La penetrazione ecomomica nel mondo di Xi Jinping
C’è da dire che finora l’espansionismo economico cinese nel mondo non avviene, salvo eccezioni (interventi in Africa), con gli strumenti militari e politici dell’imperialismo e colonialismo tradizionali ma con la penetrazione economica. Nel 2009, durante un viaggio in Messico, Xi Jinping, allora vicepresidente della Repubblica popolare cinese, ebbe a dire: “Primo, la Cina non esporta la rivoluzione. Secondo, la Cina non esporta fame e povertà. Terzo, la Cina non esporta seccature. Che altro c’è da dire?” C’è da dire che per le “seccature” si è sbagliato di grosso, vedi quella del Covid 19 che ha messo in crisi, anche economica, Europa, America e il resto del mondo. E’ vero, però, che l’espansionismo economico cinese ha bisogno della pace per dispiegarsi e fare affari. Almeno per ora.

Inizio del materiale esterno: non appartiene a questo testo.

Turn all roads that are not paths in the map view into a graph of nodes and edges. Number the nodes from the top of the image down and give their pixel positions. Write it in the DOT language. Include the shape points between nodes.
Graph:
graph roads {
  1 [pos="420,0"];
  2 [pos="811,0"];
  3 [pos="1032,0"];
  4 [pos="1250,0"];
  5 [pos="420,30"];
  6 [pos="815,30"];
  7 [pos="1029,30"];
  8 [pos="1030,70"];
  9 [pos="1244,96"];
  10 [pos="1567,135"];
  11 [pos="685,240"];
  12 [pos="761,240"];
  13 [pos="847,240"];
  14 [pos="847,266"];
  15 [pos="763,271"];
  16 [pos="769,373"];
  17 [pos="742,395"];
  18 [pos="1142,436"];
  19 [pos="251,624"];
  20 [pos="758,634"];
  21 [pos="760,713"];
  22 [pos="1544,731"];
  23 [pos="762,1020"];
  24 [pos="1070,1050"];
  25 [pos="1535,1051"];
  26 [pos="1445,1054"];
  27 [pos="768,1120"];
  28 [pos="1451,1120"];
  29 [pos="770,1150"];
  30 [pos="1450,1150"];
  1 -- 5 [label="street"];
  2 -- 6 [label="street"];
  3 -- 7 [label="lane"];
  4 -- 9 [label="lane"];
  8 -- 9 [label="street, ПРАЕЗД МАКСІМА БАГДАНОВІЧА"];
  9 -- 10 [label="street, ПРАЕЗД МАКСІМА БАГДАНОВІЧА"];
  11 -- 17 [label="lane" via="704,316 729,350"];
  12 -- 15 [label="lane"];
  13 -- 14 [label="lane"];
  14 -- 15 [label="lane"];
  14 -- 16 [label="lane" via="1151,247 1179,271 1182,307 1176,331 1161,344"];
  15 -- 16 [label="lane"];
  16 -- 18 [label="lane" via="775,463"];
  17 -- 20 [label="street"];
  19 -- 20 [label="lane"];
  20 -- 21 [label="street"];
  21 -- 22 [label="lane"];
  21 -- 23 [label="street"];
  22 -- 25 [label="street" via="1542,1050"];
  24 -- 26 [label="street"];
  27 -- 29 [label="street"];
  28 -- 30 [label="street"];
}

Sta di fatto che in un mondo ormai pienamente globalizzato le decisioni economiche che in Cina vengono prese e i suoi piani futuri vanno attentamente osservati e valutati per gli effetti che avranno sul resto del globo terracqueo, compresa l’Europa. Marco Bellocchio nel 1967 fece un film intitolato la “Cina è vicina”. Oggi lo è immensamente di più. Quei 600 milioni di formiche cinesi, nel frattempo diventate 1 miliardo e 400 milioni, si sono mosse da tempo, come ipotizzava il vigile Otello Celletti (Sordi).
Rimane la sua domanda: “Che famo noialtri?”. Cioè l’Europa?